▶ WORK REQUEST
Copy each entry below exactly. No images.

▶ EXERCISE INPUTS
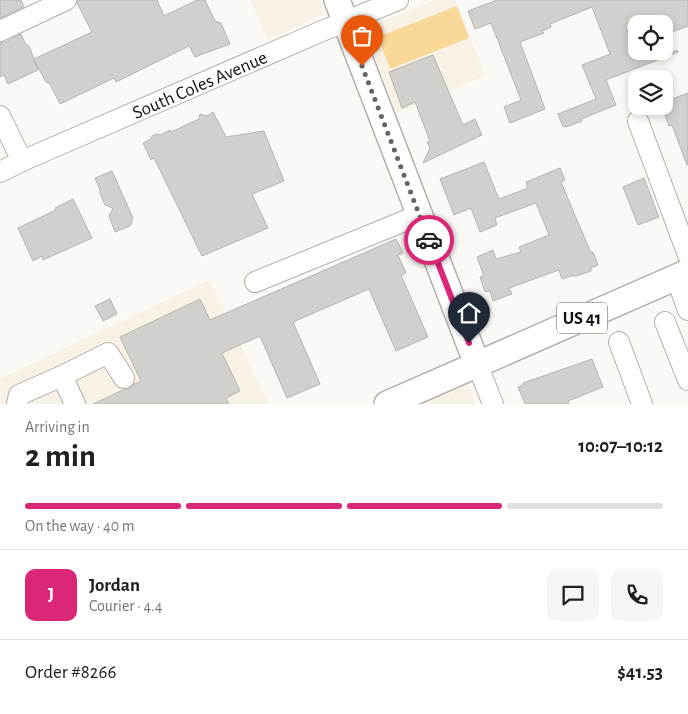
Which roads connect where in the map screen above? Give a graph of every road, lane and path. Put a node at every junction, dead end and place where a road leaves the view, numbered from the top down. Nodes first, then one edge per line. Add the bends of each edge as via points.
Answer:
1 (66, 0) edge
2 (398, 0) edge
3 (341, 11) edge
4 (0, 31) edge
5 (0, 116) edge
6 (638, 121) dead end
7 (22, 161) junction
8 (0, 172) edge
9 (420, 215) junction
10 (688, 255) edge
11 (682, 275) edge
12 (255, 282) dead end
13 (688, 310) edge
14 (666, 322) dead end
15 (619, 342) dead end
16 (477, 364) junction
17 (62, 376) junction
18 (124, 378) dead end
19 (688, 380) edge
20 (17, 404) edge
21 (75, 404) edge
22 (387, 404) edge
23 (492, 404) edge
24 (642, 404) edge

1 - 4 street
2 - 3 street, South Coles Avenue
3 - 7 street, South Coles Avenue
3 - 9 main road
5 - 7 street
6 - 10 street
7 - 8 street, South Coles Avenue
9 - 12 street
9 - 16 main road
11 - 13 street
11 - 16 main road, US 41
14 - 19 street
15 - 24 street
16 - 22 main road, US 41
16 - 23 street
17 - 18 street via 108,353
17 - 20 street via 19,395
17 - 21 street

▶ YOUR SOLUTION
Which roads connect where in the map screen above? Give a graph of every road, lane and path. Put a node at every junction, dead end and place where a road leaves the view, numbered from the top down. Nodes first, then one edge per line. Add the bends of each edge as via points.
Answer:
1 (66, 0) edge
2 (398, 0) edge
3 (341, 11) edge
4 (0, 31) edge
5 (0, 116) edge
6 (638, 121) dead end
7 (22, 161) junction
8 (0, 172) edge
9 (420, 215) junction
10 (688, 255) edge
11 (682, 275) edge
12 (255, 282) dead end
13 (688, 310) edge
14 (666, 322) dead end
15 (619, 342) dead end
16 (477, 364) junction
17 (62, 376) junction
18 (124, 378) dead end
19 (688, 380) edge
20 (17, 404) edge
21 (75, 404) edge
22 (387, 404) edge
23 (492, 404) edge
24 (642, 404) edge

1 - 4 street
2 - 3 street, South Coles Avenue
3 - 7 street, South Coles Avenue
3 - 9 main road
5 - 7 street
6 - 10 street
7 - 8 street, South Coles Avenue
9 - 12 street
9 - 16 main road
11 - 13 street
11 - 16 main road, US 41
14 - 19 street
15 - 24 street
16 - 22 main road, US 41
16 - 23 street
17 - 18 street via 108,353
17 - 20 street via 19,395
17 - 21 street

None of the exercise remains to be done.